Khosla recommended that we do a drastic cut in the burn rate of over 50%. It still would not have made us cashflow breakeven but would have given us six-months or more of additional time to raise the next round. The rest of our board disagreed and we decided to do a smaller 20% cut.

At that stage, we felt no need to change the product mix or release schedules as a 20% cut would create enough efficiency to offset any loss of productivity from laid-off employees. Being an entrepreneur, I would say that most companies with more than 100 employees can get rid of 20% of staff without a significant loss of productivity.

Then came the terror attacksd, and raising money became a herculean task. We managed to raise the next round but had to let go of two-thirds of our staff; a decision that is probably as much if not more painful for founders and executives who had to make the decision of who to let go. How did we manage to cut staffing and reduce burn so drastically within six months? The remaining executive team decided to keep only one product line where we had a chance to become a top-three player in the market and put all other initiatives on hold for better times.

My recommendation to fellow entrepreneurs is to reduce your burn by more than you can live with and do it earlier rather than later. It only gets more painful and you lose employees you want to keep.

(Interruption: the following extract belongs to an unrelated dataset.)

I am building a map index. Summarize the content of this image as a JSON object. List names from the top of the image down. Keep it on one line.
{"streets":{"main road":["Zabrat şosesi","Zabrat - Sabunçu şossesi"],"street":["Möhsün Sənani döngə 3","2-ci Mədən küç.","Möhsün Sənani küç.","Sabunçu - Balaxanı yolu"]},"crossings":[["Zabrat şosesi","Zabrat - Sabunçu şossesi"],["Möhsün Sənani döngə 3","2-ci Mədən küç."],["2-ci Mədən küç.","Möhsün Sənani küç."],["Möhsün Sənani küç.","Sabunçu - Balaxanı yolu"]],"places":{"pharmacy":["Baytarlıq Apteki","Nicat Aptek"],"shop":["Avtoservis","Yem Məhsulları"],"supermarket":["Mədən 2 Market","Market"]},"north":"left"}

After this drastic reduction we had practically zero attrition for the next few years until we grew to 450 people when we went public.

Which investor can you count on?

It is true that when things go wrong the chances of raising money from the outside are going to be small and your survival depends on which of your existing investors are going to step up and support you. Do not expect all your existing investors to do so, and certainly not at the last valuation. We were lucky to have the support of Promod Haque of Norwest Venture Partners, who stood by us and convinced all other investors to support the company.

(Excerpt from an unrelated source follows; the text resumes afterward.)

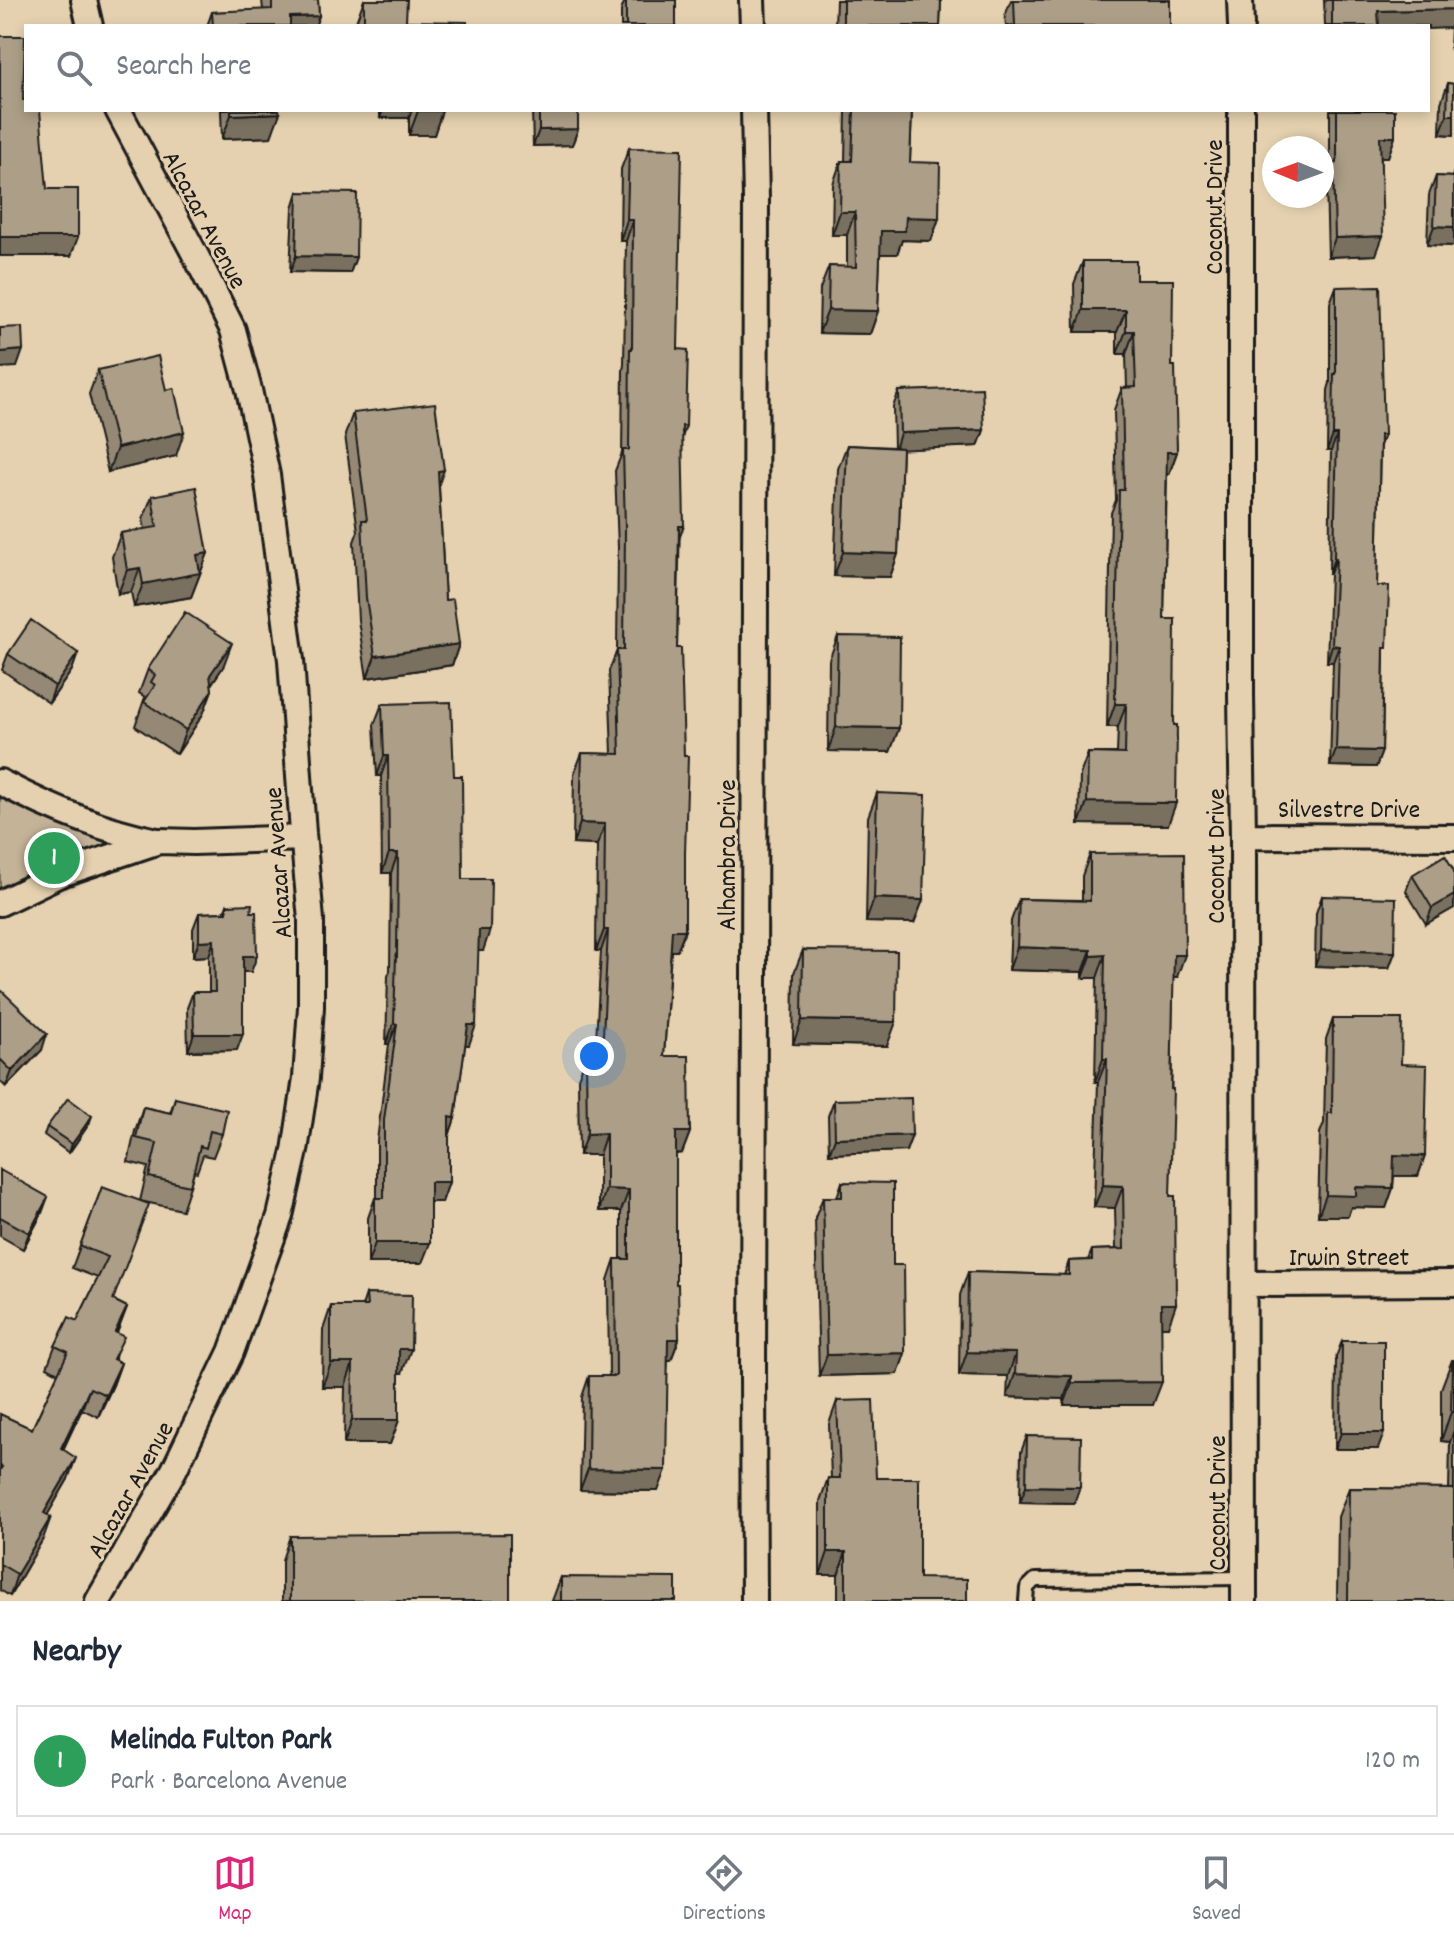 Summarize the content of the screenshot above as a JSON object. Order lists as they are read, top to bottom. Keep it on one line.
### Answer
{"streets":{"street":["Coconut Drive","Alcazar Avenue","Silvestre Drive","Alhambra Drive","Irwin Street"]},"crossings":[["Coconut Drive","Silvestre Drive"],["Coconut Drive","Irwin Street"]],"north":"left","page":{"search":"Search here","pins":"1","heading":"Nearby","list":[{"mark":"1","name":"Melinda Fulton Park","note":"Park · Barcelona Avenue","value":"120 m"}],"nav":["Map","Directions","Saved"]}}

For founders who have already raised money it is time to take stock of your investors to establish who will and who will not stand with you when you run out of money. Founders in the process of raising money should also ask potential investors for an example of how they supported their companies in the previous financial crisis.

Motivating employees is more important in difficult times

Keeping morale high is more important in tougher times, as you are now dependent on fewer employees to do more. Usually, companies tend to take smaller things away, like free drinks or food that only makes morale worse while having no significant effect on the bottom line. Instead of making smaller cuts at regular intervals, make one large cut and reduce more staff than needed.

After the cuts are done, make every effort to keep your existing employees happy by being transparent and creating an open communication environment wherein all employees have, and feel they have, a stake in the success of the company just as it used to be when you started the company.

Customers get irrational in recession

Let us hope recession is not on the cards any time soon. Unfortunately, 2001 was the worst time for the tech industry I have ever seen, and we learnt many lessons that may be useful if the economy does slow down. Contrary to common belief, customers – especially larger companies – do not necessarily want to buy the newest, most efficient system from a startup, but instead go back to buying from their safe incumbent vendors.

We looked to upcoming telecoms countries, including India, China and Russia, to find new customers. We merged with a division of ECI Telecom that gave us access to many of these markets. Rather than building business on the strength of a few large customers, we built the business with many smaller customers and survived.

Conclusion

Surviving financial downturn is hard for any company, especially startups that have to raise money constantly. Not every company can become cashflow breakeven overnight, but at times like this one should tighten the belt and focus on fewer things where your company can be a leader rather than disperse energy in multiple initiatives.

Know the investors you can count on and what it would take to have them support your company in tough times. No matter what, it is a good team that pulls a company through any crisis, so never lose sight of keeping your team motivated at all times if you want to win.